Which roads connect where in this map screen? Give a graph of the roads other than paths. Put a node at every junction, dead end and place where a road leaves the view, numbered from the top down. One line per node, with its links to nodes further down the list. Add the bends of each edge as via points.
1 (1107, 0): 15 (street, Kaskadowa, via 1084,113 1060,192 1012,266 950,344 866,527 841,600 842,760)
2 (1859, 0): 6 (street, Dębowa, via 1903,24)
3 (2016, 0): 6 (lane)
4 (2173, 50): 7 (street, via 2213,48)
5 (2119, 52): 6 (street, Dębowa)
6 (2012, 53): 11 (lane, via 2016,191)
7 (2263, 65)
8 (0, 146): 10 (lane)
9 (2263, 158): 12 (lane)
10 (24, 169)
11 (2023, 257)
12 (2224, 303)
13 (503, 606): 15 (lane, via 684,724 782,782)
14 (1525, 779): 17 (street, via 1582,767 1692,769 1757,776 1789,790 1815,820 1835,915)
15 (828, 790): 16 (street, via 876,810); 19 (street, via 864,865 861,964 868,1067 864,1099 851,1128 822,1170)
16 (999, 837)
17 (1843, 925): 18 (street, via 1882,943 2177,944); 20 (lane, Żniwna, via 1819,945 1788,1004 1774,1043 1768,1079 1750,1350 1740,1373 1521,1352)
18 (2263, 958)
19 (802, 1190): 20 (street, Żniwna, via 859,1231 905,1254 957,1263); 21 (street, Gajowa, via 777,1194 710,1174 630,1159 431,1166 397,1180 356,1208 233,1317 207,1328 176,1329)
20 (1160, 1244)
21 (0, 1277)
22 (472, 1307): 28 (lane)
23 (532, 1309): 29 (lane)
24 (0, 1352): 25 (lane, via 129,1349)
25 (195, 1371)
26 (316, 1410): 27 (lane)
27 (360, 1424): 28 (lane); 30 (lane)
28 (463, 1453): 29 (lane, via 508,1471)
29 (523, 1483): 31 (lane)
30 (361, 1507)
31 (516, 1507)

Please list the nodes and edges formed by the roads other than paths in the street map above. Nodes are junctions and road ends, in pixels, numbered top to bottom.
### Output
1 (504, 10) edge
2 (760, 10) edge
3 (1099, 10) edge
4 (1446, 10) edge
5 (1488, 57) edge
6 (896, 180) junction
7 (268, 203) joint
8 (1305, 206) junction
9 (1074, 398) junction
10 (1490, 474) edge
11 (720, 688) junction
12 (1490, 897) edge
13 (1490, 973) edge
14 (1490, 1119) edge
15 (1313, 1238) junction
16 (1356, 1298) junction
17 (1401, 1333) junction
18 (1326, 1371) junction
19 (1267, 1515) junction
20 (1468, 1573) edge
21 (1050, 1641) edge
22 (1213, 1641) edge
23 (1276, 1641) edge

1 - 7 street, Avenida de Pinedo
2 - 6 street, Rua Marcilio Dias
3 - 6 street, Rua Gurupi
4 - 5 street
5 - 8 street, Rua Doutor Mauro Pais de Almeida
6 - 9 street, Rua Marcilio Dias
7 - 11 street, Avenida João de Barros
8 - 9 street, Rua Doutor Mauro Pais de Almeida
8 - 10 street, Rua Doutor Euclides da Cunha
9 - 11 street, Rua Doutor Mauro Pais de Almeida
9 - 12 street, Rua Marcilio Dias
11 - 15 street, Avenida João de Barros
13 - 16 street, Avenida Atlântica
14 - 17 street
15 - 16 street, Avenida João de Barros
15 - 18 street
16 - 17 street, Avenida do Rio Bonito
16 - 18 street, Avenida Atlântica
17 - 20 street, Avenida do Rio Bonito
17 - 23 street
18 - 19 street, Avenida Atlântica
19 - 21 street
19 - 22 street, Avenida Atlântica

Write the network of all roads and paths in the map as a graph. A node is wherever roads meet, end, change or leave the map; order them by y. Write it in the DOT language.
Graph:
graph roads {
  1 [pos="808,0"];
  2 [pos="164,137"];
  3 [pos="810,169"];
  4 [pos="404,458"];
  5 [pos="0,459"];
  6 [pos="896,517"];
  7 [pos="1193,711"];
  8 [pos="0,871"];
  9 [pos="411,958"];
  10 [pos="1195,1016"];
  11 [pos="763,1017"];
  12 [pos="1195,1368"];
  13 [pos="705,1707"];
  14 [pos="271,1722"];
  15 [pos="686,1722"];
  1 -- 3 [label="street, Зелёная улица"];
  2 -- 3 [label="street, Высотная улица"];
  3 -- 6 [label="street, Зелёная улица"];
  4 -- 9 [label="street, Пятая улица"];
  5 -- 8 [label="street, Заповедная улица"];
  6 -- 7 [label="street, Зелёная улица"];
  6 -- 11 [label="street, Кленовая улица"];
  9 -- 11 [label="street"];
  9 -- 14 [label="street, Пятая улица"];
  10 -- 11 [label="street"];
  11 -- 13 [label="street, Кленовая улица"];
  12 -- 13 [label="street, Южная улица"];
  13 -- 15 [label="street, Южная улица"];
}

====

**Task**:
Reproduce each of the records word for word.

**Response**:
Which roads connect where in this map screen? Give a graph of the roads other than paths. Put a node at every junction, dead end and place where a road leaves the view, numbered from the top down. One line per node, with its links to nodes further down the list. Add the bends of each edge as via points.
1 (1107, 0): 15 (street, Kaskadowa, via 1084,113 1060,192 1012,266 950,344 866,527 841,600 842,760)
2 (1859, 0): 6 (street, Dębowa, via 1903,24)
3 (2016, 0): 6 (lane)
4 (2173, 50): 7 (street, via 2213,48)
5 (2119, 52): 6 (street, Dębowa)
6 (2012, 53): 11 (lane, via 2016,191)
7 (2263, 65)
8 (0, 146): 10 (lane)
9 (2263, 158): 12 (lane)
10 (24, 169)
11 (2023, 257)
12 (2224, 303)
13 (503, 606): 15 (lane, via 684,724 782,782)
14 (1525, 779): 17 (street, via 1582,767 1692,769 1757,776 1789,790 1815,820 1835,915)
15 (828, 790): 16 (street, via 876,810); 19 (street, via 864,865 861,964 868,1067 864,1099 851,1128 822,1170)
16 (999, 837)
17 (1843, 925): 18 (street, via 1882,943 2177,944); 20 (lane, Żniwna, via 1819,945 1788,1004 1774,1043 1768,1079 1750,1350 1740,1373 1521,1352)
18 (2263, 958)
19 (802, 1190): 20 (street, Żniwna, via 859,1231 905,1254 957,1263); 21 (street, Gajowa, via 777,1194 710,1174 630,1159 431,1166 397,1180 356,1208 233,1317 207,1328 176,1329)
20 (1160, 1244)
21 (0, 1277)
22 (472, 1307): 28 (lane)
23 (532, 1309): 29 (lane)
24 (0, 1352): 25 (lane, via 129,1349)
25 (195, 1371)
26 (316, 1410): 27 (lane)
27 (360, 1424): 28 (lane); 30 (lane)
28 (463, 1453): 29 (lane, via 508,1471)
29 (523, 1483): 31 (lane)
30 (361, 1507)
31 (516, 1507)

Please list the nodes and edges formed by the roads other than paths in the street map above. Nodes are junctions and road ends, in pixels, numbered top to bottom.
### Output
1 (504, 10) edge
2 (760, 10) edge
3 (1099, 10) edge
4 (1446, 10) edge
5 (1488, 57) edge
6 (896, 180) junction
7 (268, 203) joint
8 (1305, 206) junction
9 (1074, 398) junction
10 (1490, 474) edge
11 (720, 688) junction
12 (1490, 897) edge
13 (1490, 973) edge
14 (1490, 1119) edge
15 (1313, 1238) junction
16 (1356, 1298) junction
17 (1401, 1333) junction
18 (1326, 1371) junction
19 (1267, 1515) junction
20 (1468, 1573) edge
21 (1050, 1641) edge
22 (1213, 1641) edge
23 (1276, 1641) edge

1 - 7 street, Avenida de Pinedo
2 - 6 street, Rua Marcilio Dias
3 - 6 street, Rua Gurupi
4 - 5 street
5 - 8 street, Rua Doutor Mauro Pais de Almeida
6 - 9 street, Rua Marcilio Dias
7 - 11 street, Avenida João de Barros
8 - 9 street, Rua Doutor Mauro Pais de Almeida
8 - 10 street, Rua Doutor Euclides da Cunha
9 - 11 street, Rua Doutor Mauro Pais de Almeida
9 - 12 street, Rua Marcilio Dias
11 - 15 street, Avenida João de Barros
13 - 16 street, Avenida Atlântica
14 - 17 street
15 - 16 street, Avenida João de Barros
15 - 18 street
16 - 17 street, Avenida do Rio Bonito
16 - 18 street, Avenida Atlântica
17 - 20 street, Avenida do Rio Bonito
17 - 23 street
18 - 19 street, Avenida Atlântica
19 - 21 street
19 - 22 street, Avenida Atlântica

Write the network of all roads and paths in the map as a graph. A node is wherever roads meet, end, change or leave the map; order them by y. Write it in the DOT language.
Graph:
graph roads {
  1 [pos="808,0"];
  2 [pos="164,137"];
  3 [pos="810,169"];
  4 [pos="404,458"];
  5 [pos="0,459"];
  6 [pos="896,517"];
  7 [pos="1193,711"];
  8 [pos="0,871"];
  9 [pos="411,958"];
  10 [pos="1195,1016"];
  11 [pos="763,1017"];
  12 [pos="1195,1368"];
  13 [pos="705,1707"];
  14 [pos="271,1722"];
  15 [pos="686,1722"];
  1 -- 3 [label="street, Зелёная улица"];
  2 -- 3 [label="street, Высотная улица"];
  3 -- 6 [label="street, Зелёная улица"];
  4 -- 9 [label="street, Пятая улица"];
  5 -- 8 [label="street, Заповедная улица"];
  6 -- 7 [label="street, Зелёная улица"];
  6 -- 11 [label="street, Кленовая улица"];
  9 -- 11 [label="street"];
  9 -- 14 [label="street, Пятая улица"];
  10 -- 11 [label="street"];
  11 -- 13 [label="street, Кленовая улица"];
  12 -- 13 [label="street, Южная улица"];
  13 -- 15 [label="street, Южная улица"];
}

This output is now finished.